What needs to be done: Line by line, copy out the data that follows.

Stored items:

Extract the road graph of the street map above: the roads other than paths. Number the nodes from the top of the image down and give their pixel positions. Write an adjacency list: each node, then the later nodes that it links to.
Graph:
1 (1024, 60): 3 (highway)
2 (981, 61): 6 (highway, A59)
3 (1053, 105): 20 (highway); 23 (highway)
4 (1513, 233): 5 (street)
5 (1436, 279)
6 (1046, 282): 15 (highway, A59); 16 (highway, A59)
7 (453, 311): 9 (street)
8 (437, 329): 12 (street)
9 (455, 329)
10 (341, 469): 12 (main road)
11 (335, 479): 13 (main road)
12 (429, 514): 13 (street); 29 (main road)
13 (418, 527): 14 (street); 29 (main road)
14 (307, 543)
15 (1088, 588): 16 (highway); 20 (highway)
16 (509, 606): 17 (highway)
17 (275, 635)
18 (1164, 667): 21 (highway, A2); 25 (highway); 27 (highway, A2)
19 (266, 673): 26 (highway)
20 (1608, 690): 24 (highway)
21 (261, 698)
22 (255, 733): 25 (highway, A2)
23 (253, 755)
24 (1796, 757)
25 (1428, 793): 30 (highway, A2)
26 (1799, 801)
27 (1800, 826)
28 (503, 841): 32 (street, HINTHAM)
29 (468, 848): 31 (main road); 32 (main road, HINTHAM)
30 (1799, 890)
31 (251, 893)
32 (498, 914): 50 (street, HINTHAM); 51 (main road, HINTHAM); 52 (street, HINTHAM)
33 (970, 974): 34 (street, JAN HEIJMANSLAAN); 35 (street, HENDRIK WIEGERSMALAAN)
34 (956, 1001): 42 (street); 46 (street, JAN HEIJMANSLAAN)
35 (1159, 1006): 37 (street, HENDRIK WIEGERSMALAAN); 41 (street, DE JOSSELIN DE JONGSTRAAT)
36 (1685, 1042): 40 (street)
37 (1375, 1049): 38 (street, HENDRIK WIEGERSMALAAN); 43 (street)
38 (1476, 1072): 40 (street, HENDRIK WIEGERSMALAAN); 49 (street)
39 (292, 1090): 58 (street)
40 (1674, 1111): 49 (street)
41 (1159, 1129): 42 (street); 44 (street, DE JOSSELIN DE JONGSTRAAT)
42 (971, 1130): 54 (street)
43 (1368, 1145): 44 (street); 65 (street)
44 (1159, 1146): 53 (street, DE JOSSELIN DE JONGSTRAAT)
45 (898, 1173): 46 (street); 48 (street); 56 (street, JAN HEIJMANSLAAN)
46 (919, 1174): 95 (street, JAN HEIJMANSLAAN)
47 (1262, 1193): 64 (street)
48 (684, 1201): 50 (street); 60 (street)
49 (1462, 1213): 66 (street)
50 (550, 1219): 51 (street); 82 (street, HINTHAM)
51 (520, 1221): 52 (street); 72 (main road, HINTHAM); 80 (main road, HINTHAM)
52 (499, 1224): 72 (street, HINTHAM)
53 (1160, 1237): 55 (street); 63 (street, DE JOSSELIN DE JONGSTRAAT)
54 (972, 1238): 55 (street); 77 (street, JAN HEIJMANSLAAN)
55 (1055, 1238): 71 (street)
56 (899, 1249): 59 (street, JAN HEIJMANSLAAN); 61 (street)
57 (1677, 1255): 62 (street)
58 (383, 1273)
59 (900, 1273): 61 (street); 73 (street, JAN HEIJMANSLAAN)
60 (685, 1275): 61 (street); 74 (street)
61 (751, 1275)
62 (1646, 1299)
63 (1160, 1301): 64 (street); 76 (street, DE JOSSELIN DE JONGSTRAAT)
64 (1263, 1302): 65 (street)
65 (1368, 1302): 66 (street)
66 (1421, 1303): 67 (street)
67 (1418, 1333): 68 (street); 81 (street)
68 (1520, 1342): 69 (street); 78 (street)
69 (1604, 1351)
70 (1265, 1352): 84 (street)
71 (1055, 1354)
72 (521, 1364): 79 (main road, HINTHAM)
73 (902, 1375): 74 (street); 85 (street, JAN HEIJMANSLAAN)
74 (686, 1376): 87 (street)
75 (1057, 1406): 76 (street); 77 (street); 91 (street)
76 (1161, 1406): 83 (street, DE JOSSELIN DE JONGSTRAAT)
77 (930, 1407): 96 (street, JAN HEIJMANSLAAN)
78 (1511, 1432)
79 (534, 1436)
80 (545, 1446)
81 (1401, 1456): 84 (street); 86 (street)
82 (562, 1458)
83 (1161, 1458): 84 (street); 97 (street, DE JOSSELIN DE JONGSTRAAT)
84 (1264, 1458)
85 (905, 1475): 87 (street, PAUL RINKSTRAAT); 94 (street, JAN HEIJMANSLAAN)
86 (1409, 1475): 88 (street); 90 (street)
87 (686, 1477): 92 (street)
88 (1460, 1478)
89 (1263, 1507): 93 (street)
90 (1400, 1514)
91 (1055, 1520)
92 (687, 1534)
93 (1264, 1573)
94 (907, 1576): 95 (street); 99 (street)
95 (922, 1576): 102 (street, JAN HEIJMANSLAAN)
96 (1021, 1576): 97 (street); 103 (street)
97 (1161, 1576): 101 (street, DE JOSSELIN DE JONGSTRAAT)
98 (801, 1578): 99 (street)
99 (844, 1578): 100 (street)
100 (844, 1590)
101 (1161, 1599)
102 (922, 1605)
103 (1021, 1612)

Exercise result:
Extract the road graph of the street map above: the roads other than paths. Number the nodes from the top of the image down and give their pixel positions. Write an adjacency list: each node, then the later nodes that it links to.
Graph:
1 (1024, 60): 3 (highway)
2 (981, 61): 6 (highway, A59)
3 (1053, 105): 20 (highway); 23 (highway)
4 (1513, 233): 5 (street)
5 (1436, 279)
6 (1046, 282): 15 (highway, A59); 16 (highway, A59)
7 (453, 311): 9 (street)
8 (437, 329): 12 (street)
9 (455, 329)
10 (341, 469): 12 (main road)
11 (335, 479): 13 (main road)
12 (429, 514): 13 (street); 29 (main road)
13 (418, 527): 14 (street); 29 (main road)
14 (307, 543)
15 (1088, 588): 16 (highway); 20 (highway)
16 (509, 606): 17 (highway)
17 (275, 635)
18 (1164, 667): 21 (highway, A2); 25 (highway); 27 (highway, A2)
19 (266, 673): 26 (highway)
20 (1608, 690): 24 (highway)
21 (261, 698)
22 (255, 733): 25 (highway, A2)
23 (253, 755)
24 (1796, 757)
25 (1428, 793): 30 (highway, A2)
26 (1799, 801)
27 (1800, 826)
28 (503, 841): 32 (street, HINTHAM)
29 (468, 848): 31 (main road); 32 (main road, HINTHAM)
30 (1799, 890)
31 (251, 893)
32 (498, 914): 50 (street, HINTHAM); 51 (main road, HINTHAM); 52 (street, HINTHAM)
33 (970, 974): 34 (street, JAN HEIJMANSLAAN); 35 (street, HENDRIK WIEGERSMALAAN)
34 (956, 1001): 42 (street); 46 (street, JAN HEIJMANSLAAN)
35 (1159, 1006): 37 (street, HENDRIK WIEGERSMALAAN); 41 (street, DE JOSSELIN DE JONGSTRAAT)
36 (1685, 1042): 40 (street)
37 (1375, 1049): 38 (street, HENDRIK WIEGERSMALAAN); 43 (street)
38 (1476, 1072): 40 (street, HENDRIK WIEGERSMALAAN); 49 (street)
39 (292, 1090): 58 (street)
40 (1674, 1111): 49 (street)
41 (1159, 1129): 42 (street); 44 (street, DE JOSSELIN DE JONGSTRAAT)
42 (971, 1130): 54 (street)
43 (1368, 1145): 44 (street); 65 (street)
44 (1159, 1146): 53 (street, DE JOSSELIN DE JONGSTRAAT)
45 (898, 1173): 46 (street); 48 (street); 56 (street, JAN HEIJMANSLAAN)
46 (919, 1174): 95 (street, JAN HEIJMANSLAAN)
47 (1262, 1193): 64 (street)
48 (684, 1201): 50 (street); 60 (street)
49 (1462, 1213): 66 (street)
50 (550, 1219): 51 (street); 82 (street, HINTHAM)
51 (520, 1221): 52 (street); 72 (main road, HINTHAM); 80 (main road, HINTHAM)
52 (499, 1224): 72 (street, HINTHAM)
53 (1160, 1237): 55 (street); 63 (street, DE JOSSELIN DE JONGSTRAAT)
54 (972, 1238): 55 (street); 77 (street, JAN HEIJMANSLAAN)
55 (1055, 1238): 71 (street)
56 (899, 1249): 59 (street, JAN HEIJMANSLAAN); 61 (street)
57 (1677, 1255): 62 (street)
58 (383, 1273)
59 (900, 1273): 61 (street); 73 (street, JAN HEIJMANSLAAN)
60 (685, 1275): 61 (street); 74 (street)
61 (751, 1275)
62 (1646, 1299)
63 (1160, 1301): 64 (street); 76 (street, DE JOSSELIN DE JONGSTRAAT)
64 (1263, 1302): 65 (street)
65 (1368, 1302): 66 (street)
66 (1421, 1303): 67 (street)
67 (1418, 1333): 68 (street); 81 (street)
68 (1520, 1342): 69 (street); 78 (street)
69 (1604, 1351)
70 (1265, 1352): 84 (street)
71 (1055, 1354)
72 (521, 1364): 79 (main road, HINTHAM)
73 (902, 1375): 74 (street); 85 (street, JAN HEIJMANSLAAN)
74 (686, 1376): 87 (street)
75 (1057, 1406): 76 (street); 77 (street); 91 (street)
76 (1161, 1406): 83 (street, DE JOSSELIN DE JONGSTRAAT)
77 (930, 1407): 96 (street, JAN HEIJMANSLAAN)
78 (1511, 1432)
79 (534, 1436)
80 (545, 1446)
81 (1401, 1456): 84 (street); 86 (street)
82 (562, 1458)
83 (1161, 1458): 84 (street); 97 (street, DE JOSSELIN DE JONGSTRAAT)
84 (1264, 1458)
85 (905, 1475): 87 (street, PAUL RINKSTRAAT); 94 (street, JAN HEIJMANSLAAN)
86 (1409, 1475): 88 (street); 90 (street)
87 (686, 1477): 92 (street)
88 (1460, 1478)
89 (1263, 1507): 93 (street)
90 (1400, 1514)
91 (1055, 1520)
92 (687, 1534)
93 (1264, 1573)
94 (907, 1576): 95 (street); 99 (street)
95 (922, 1576): 102 (street, JAN HEIJMANSLAAN)
96 (1021, 1576): 97 (street); 103 (street)
97 (1161, 1576): 101 (street, DE JOSSELIN DE JONGSTRAAT)
98 (801, 1578): 99 (street)
99 (844, 1578): 100 (street)
100 (844, 1590)
101 (1161, 1599)
102 (922, 1605)
103 (1021, 1612)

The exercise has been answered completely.